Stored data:

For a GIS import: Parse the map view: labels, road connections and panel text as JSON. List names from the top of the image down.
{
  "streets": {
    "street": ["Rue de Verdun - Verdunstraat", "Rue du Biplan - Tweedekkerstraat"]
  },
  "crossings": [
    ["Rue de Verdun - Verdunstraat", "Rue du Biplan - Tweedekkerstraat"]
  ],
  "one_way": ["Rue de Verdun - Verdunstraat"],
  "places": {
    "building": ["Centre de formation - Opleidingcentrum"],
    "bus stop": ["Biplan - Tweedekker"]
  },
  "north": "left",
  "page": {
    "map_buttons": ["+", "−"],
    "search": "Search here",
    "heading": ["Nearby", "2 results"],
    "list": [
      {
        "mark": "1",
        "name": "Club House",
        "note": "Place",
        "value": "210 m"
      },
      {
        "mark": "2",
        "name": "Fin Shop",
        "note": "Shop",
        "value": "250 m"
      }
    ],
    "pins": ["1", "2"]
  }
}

■ Exercise goal:
Total the lines in the records above that contain the string "Verdun". Write only that total.

■ Exercise solution:
3